Senato Usa: non sono mai esistiti legami tra Saddam e Al-Qa’ida.

Hanno rivelato ciò che già si sapeva: la guerra in Iraq è di rapina. E’ sempre stato evidente.

Il giornalismo ha reso accettabile, diremo anche "possibile", attraverso la diffusione di clamorose menzogne e informazioni manipolate e di propaganda, un conflitto in cui sono stati, e sono tuttora, massacrati migliaia di innocenti. Il governo Usa ha commesso crimini contro l’umanità di cui, se non rappresentasse l’Impero che domina il mondo e le istituzioni internazionali, dovrebbe rispondere, come altri nella storia degli ultimi sessant’anni. Ma sappiamo che ciò non avverrà.

Ci chiediamo, i media italiani e personaggi alla Magdi Allam (che hanno sempre sostenuto la presenza di legami tra Saddam e al-Qa’ida e di ADM), godranno della stessa impunità?

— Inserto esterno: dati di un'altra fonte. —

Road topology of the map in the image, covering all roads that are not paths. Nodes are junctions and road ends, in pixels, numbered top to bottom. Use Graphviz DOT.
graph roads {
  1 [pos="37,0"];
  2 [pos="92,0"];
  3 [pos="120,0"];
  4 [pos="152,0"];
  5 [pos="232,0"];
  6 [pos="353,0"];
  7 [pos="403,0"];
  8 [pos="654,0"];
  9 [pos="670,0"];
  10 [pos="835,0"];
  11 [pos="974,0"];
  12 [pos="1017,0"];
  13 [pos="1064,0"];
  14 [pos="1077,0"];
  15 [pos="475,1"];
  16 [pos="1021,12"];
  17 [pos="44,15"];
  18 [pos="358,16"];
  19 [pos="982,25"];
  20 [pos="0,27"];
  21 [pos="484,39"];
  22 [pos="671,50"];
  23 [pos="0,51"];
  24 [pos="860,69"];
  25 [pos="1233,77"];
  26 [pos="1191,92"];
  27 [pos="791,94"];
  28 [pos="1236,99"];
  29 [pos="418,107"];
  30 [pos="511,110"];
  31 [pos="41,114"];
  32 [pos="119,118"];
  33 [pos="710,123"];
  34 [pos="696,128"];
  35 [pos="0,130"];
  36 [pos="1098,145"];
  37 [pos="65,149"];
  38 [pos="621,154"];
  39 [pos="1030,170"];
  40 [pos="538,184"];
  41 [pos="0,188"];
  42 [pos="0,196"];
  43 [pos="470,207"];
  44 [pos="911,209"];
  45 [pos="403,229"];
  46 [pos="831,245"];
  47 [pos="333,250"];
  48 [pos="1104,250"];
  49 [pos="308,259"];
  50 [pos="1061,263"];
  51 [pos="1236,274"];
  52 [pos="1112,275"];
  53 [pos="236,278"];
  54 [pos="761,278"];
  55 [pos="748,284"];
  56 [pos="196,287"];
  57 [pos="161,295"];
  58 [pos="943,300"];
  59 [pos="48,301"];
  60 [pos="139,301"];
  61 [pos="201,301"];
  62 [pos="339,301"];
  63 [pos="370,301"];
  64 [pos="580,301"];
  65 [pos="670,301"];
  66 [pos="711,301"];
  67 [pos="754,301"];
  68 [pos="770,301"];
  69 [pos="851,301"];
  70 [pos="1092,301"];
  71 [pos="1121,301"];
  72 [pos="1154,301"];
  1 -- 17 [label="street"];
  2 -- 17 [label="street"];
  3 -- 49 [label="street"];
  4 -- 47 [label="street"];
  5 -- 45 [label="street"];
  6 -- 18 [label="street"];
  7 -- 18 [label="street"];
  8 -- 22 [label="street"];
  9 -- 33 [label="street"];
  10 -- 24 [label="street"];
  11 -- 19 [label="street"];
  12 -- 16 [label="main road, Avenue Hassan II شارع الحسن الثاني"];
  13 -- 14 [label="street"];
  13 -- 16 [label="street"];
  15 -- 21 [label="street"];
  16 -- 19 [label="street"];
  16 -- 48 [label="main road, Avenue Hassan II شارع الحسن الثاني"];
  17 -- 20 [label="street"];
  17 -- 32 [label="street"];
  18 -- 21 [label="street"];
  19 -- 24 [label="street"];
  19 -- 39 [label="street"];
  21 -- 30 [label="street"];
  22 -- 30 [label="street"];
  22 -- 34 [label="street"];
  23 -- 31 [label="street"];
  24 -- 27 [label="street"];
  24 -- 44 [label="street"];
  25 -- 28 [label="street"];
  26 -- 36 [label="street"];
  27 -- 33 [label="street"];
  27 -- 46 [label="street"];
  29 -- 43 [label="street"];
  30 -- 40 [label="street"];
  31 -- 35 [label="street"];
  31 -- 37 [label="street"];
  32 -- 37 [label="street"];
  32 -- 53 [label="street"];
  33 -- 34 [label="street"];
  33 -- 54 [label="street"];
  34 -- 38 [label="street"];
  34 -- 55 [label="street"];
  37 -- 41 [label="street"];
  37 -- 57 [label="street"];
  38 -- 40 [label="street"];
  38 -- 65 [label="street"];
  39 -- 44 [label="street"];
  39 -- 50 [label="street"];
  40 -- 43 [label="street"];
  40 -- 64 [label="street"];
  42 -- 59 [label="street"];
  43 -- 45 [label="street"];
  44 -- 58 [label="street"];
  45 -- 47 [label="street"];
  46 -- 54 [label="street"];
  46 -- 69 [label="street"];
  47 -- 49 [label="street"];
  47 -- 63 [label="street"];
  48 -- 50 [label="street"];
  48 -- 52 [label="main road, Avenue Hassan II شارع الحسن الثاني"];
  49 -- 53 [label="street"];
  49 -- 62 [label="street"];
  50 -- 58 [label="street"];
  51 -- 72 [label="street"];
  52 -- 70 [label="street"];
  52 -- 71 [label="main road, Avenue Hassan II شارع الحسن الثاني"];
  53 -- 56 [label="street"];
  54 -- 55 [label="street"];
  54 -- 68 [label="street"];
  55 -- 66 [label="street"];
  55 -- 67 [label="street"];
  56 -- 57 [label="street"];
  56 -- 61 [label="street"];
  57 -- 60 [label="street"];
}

Che altre menzogne dovranno inventarsi per giustificare guerre per il petrolio, "caccia alle streghe", persecuzioni, fobie?

Da Reuters e Al-Jazeera.net

Un report pubblicato dal comitato del’intelligence del senato Usa ha reso noto che non c’era legami tra Saddam Hussein, l’ex leader iracheno, e i membri di al-Qa‘ida. 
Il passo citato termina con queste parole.